Goal of the exercise = Search the data for the word "tunnel" and copy out every line that has it.

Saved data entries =

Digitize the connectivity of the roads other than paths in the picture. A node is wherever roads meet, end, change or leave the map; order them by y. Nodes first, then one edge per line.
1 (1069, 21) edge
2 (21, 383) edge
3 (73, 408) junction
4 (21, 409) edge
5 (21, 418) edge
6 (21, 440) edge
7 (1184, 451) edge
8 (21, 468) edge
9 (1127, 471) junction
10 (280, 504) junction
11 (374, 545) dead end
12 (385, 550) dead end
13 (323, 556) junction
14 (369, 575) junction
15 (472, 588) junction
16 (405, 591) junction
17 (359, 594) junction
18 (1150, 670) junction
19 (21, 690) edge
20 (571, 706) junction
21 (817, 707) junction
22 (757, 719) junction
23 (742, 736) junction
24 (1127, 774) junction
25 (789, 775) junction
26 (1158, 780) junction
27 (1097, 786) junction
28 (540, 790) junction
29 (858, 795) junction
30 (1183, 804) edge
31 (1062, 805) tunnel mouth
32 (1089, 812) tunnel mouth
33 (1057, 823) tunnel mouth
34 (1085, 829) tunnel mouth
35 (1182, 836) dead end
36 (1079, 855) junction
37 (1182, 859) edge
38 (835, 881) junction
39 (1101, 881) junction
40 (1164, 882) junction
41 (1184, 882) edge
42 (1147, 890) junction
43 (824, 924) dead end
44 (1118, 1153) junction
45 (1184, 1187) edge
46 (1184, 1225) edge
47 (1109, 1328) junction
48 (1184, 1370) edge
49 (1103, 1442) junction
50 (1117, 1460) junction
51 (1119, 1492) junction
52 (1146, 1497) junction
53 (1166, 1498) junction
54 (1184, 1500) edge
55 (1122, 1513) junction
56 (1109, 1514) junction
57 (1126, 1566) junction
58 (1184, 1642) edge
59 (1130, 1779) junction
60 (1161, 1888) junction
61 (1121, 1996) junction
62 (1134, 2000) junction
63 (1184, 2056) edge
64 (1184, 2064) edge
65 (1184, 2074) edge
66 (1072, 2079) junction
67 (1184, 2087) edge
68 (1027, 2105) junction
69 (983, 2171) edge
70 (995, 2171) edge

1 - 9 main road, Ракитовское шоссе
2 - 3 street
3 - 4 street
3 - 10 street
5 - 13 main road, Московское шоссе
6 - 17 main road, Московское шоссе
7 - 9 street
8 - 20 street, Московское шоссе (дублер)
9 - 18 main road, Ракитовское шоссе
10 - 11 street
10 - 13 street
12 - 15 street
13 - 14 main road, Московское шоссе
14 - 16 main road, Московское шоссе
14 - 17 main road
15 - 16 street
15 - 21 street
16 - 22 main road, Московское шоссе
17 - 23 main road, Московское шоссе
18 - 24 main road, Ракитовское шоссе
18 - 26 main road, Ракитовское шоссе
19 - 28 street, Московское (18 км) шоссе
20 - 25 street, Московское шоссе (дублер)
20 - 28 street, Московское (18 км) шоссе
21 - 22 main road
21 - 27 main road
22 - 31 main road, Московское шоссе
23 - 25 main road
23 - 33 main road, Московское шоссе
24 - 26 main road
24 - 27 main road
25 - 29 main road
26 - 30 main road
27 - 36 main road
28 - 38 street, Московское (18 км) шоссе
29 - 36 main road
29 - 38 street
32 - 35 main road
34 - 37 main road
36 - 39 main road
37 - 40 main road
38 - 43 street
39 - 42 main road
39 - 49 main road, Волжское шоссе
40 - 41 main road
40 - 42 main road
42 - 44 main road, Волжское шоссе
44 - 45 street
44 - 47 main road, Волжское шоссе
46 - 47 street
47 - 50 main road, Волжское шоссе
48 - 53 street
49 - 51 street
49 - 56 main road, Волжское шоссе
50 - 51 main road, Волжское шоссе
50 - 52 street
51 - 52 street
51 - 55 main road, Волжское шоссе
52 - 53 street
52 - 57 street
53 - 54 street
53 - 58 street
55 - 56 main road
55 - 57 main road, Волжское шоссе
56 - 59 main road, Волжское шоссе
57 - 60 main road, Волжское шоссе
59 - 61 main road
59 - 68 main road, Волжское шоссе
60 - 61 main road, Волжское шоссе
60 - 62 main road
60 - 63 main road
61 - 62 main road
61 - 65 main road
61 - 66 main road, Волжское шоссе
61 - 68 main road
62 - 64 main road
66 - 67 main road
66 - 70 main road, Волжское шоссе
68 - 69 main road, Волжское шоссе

Solution to this task =
31 (1062, 805) tunnel mouth
32 (1089, 812) tunnel mouth
33 (1057, 823) tunnel mouth
34 (1085, 829) tunnel mouth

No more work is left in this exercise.